Recorded data: Begin
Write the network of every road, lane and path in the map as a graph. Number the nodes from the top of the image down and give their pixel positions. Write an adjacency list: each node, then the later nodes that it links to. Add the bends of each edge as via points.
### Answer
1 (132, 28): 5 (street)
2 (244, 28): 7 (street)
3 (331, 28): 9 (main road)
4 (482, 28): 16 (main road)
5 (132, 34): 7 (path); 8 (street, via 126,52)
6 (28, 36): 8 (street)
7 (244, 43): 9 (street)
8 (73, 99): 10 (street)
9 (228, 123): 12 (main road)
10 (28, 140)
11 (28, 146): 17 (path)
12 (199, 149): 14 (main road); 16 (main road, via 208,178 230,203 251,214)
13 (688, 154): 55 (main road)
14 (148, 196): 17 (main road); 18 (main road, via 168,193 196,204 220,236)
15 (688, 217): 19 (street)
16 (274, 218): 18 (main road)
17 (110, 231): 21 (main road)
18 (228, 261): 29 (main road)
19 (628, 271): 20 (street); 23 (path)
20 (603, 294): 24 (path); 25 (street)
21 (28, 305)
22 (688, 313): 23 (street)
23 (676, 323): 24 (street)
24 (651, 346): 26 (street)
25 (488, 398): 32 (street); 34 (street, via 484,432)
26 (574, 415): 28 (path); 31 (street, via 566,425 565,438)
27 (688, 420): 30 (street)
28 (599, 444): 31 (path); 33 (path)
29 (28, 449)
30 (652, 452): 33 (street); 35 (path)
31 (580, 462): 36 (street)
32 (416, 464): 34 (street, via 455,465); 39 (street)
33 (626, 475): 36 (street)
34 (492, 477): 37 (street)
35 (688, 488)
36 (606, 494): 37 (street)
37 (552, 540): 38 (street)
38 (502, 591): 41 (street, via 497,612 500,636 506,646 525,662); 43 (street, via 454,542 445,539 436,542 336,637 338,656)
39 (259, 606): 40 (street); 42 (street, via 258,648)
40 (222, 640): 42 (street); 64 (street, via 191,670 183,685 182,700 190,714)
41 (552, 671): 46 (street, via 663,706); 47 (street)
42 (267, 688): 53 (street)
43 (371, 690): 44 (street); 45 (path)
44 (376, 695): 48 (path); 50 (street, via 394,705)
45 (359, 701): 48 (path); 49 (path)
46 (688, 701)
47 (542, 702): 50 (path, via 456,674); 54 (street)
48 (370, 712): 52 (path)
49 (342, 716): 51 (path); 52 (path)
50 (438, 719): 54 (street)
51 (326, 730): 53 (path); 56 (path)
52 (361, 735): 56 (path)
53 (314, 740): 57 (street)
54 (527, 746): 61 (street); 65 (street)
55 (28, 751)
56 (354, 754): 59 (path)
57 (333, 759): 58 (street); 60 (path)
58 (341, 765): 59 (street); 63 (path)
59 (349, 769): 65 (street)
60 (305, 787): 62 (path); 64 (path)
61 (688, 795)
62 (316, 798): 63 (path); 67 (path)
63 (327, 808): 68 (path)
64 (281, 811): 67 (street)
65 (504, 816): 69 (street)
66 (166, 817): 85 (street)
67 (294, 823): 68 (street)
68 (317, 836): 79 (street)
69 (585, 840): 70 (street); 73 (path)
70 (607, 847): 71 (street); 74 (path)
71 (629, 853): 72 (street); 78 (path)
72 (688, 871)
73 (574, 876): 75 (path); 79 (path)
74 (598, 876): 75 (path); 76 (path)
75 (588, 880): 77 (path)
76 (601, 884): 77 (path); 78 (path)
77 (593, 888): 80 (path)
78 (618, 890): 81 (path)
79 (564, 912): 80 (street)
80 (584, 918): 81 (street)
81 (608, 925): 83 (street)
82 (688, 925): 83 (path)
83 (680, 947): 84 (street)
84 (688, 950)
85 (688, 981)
Recorded data: End
What is required: Give back every line of the data above exactly as written.

Output:
Write the network of every road, lane and path in the map as a graph. Number the nodes from the top of the image down and give their pixel positions. Write an adjacency list: each node, then the later nodes that it links to. Add the bends of each edge as via points.
### Answer
1 (132, 28): 5 (street)
2 (244, 28): 7 (street)
3 (331, 28): 9 (main road)
4 (482, 28): 16 (main road)
5 (132, 34): 7 (path); 8 (street, via 126,52)
6 (28, 36): 8 (street)
7 (244, 43): 9 (street)
8 (73, 99): 10 (street)
9 (228, 123): 12 (main road)
10 (28, 140)
11 (28, 146): 17 (path)
12 (199, 149): 14 (main road); 16 (main road, via 208,178 230,203 251,214)
13 (688, 154): 55 (main road)
14 (148, 196): 17 (main road); 18 (main road, via 168,193 196,204 220,236)
15 (688, 217): 19 (street)
16 (274, 218): 18 (main road)
17 (110, 231): 21 (main road)
18 (228, 261): 29 (main road)
19 (628, 271): 20 (street); 23 (path)
20 (603, 294): 24 (path); 25 (street)
21 (28, 305)
22 (688, 313): 23 (street)
23 (676, 323): 24 (street)
24 (651, 346): 26 (street)
25 (488, 398): 32 (street); 34 (street, via 484,432)
26 (574, 415): 28 (path); 31 (street, via 566,425 565,438)
27 (688, 420): 30 (street)
28 (599, 444): 31 (path); 33 (path)
29 (28, 449)
30 (652, 452): 33 (street); 35 (path)
31 (580, 462): 36 (street)
32 (416, 464): 34 (street, via 455,465); 39 (street)
33 (626, 475): 36 (street)
34 (492, 477): 37 (street)
35 (688, 488)
36 (606, 494): 37 (street)
37 (552, 540): 38 (street)
38 (502, 591): 41 (street, via 497,612 500,636 506,646 525,662); 43 (street, via 454,542 445,539 436,542 336,637 338,656)
39 (259, 606): 40 (street); 42 (street, via 258,648)
40 (222, 640): 42 (street); 64 (street, via 191,670 183,685 182,700 190,714)
41 (552, 671): 46 (street, via 663,706); 47 (street)
42 (267, 688): 53 (street)
43 (371, 690): 44 (street); 45 (path)
44 (376, 695): 48 (path); 50 (street, via 394,705)
45 (359, 701): 48 (path); 49 (path)
46 (688, 701)
47 (542, 702): 50 (path, via 456,674); 54 (street)
48 (370, 712): 52 (path)
49 (342, 716): 51 (path); 52 (path)
50 (438, 719): 54 (street)
51 (326, 730): 53 (path); 56 (path)
52 (361, 735): 56 (path)
53 (314, 740): 57 (street)
54 (527, 746): 61 (street); 65 (street)
55 (28, 751)
56 (354, 754): 59 (path)
57 (333, 759): 58 (street); 60 (path)
58 (341, 765): 59 (street); 63 (path)
59 (349, 769): 65 (street)
60 (305, 787): 62 (path); 64 (path)
61 (688, 795)
62 (316, 798): 63 (path); 67 (path)
63 (327, 808): 68 (path)
64 (281, 811): 67 (street)
65 (504, 816): 69 (street)
66 (166, 817): 85 (street)
67 (294, 823): 68 (street)
68 (317, 836): 79 (street)
69 (585, 840): 70 (street); 73 (path)
70 (607, 847): 71 (street); 74 (path)
71 (629, 853): 72 (street); 78 (path)
72 (688, 871)
73 (574, 876): 75 (path); 79 (path)
74 (598, 876): 75 (path); 76 (path)
75 (588, 880): 77 (path)
76 (601, 884): 77 (path); 78 (path)
77 (593, 888): 80 (path)
78 (618, 890): 81 (path)
79 (564, 912): 80 (street)
80 (584, 918): 81 (street)
81 (608, 925): 83 (street)
82 (688, 925): 83 (path)
83 (680, 947): 84 (street)
84 (688, 950)
85 (688, 981)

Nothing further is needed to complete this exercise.